Instructions to follow: Please filter the entries for the word "Mill" and copy every line that has it.
START Supplied entries
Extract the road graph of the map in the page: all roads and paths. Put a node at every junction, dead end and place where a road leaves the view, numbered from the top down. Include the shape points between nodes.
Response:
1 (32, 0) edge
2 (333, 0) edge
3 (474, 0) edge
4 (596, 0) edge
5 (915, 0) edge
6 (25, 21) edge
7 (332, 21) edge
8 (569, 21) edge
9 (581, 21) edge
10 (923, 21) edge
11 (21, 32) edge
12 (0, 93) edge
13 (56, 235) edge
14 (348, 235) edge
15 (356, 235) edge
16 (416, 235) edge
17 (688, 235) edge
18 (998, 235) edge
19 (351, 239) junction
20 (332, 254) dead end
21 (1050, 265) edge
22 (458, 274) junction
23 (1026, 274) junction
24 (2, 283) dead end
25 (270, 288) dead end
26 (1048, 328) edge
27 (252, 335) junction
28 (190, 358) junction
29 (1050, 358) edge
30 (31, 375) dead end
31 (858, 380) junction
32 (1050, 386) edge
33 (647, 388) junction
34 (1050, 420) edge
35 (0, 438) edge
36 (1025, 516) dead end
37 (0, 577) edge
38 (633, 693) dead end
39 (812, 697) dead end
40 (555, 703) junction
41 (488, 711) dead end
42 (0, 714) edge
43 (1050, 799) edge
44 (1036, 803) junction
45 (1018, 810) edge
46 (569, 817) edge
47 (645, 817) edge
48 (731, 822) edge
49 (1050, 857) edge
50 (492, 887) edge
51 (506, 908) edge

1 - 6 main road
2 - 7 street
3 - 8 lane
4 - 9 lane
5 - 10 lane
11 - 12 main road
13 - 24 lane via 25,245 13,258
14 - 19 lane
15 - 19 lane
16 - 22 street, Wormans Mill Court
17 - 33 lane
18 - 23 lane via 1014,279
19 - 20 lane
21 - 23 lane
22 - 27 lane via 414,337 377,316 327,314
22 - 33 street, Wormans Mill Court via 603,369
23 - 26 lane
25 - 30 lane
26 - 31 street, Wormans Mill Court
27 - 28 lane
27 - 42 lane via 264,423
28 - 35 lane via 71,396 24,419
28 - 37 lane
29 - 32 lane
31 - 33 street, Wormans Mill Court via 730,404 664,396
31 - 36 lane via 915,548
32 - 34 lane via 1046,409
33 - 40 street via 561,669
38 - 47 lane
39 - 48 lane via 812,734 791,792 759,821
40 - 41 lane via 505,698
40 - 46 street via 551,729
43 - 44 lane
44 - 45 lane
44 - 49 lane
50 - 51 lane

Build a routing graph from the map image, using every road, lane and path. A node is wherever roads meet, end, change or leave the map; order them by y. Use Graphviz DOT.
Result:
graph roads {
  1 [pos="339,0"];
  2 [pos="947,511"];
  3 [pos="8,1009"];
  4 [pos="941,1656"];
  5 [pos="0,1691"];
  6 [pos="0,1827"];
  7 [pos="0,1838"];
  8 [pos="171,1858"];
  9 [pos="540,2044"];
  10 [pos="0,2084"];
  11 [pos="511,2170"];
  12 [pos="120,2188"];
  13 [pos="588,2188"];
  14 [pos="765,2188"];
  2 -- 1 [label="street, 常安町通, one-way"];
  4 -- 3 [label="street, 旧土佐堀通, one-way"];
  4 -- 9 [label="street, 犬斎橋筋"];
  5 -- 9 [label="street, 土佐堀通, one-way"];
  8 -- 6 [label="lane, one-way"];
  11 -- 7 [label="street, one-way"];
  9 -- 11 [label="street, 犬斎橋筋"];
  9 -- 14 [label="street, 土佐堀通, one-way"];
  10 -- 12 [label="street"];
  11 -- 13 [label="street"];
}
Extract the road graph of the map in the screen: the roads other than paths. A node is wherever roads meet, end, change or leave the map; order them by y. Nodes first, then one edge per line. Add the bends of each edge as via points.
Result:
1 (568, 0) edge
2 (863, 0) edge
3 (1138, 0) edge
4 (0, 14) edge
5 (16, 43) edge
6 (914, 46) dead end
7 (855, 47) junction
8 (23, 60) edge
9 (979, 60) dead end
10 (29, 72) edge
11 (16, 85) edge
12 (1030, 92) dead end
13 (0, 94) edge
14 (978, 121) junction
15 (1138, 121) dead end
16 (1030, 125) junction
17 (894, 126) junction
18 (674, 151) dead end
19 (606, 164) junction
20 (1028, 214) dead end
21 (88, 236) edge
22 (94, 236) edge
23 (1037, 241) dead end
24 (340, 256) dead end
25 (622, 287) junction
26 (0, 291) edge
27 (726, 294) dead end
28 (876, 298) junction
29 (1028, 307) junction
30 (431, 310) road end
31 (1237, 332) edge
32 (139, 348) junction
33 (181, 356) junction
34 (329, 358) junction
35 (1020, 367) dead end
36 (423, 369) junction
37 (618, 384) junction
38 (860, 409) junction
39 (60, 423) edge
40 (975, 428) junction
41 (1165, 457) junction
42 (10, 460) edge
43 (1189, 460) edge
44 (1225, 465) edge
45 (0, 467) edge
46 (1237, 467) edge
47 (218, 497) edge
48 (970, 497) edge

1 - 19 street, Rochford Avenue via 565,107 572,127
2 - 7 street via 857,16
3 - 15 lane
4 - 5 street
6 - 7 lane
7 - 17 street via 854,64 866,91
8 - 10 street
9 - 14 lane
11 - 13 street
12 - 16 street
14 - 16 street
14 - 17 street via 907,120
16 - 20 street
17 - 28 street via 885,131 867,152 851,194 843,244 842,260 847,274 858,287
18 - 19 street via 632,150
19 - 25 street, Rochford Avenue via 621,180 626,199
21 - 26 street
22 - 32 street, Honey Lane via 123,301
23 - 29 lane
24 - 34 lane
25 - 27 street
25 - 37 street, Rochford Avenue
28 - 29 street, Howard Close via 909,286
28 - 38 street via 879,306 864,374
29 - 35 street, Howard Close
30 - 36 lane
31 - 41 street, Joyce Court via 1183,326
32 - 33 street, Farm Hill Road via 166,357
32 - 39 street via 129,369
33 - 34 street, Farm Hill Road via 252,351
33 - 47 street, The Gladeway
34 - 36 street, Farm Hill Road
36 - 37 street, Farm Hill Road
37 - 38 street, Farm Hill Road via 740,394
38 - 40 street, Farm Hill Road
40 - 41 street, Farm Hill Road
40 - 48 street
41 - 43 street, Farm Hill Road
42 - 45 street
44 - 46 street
END Supplied entries
Your response:
16 - 22 street, Wormans Mill Court
22 - 33 street, Wormans Mill Court via 603,369
26 - 31 street, Wormans Mill Court
31 - 33 street, Wormans Mill Court via 730,404 664,396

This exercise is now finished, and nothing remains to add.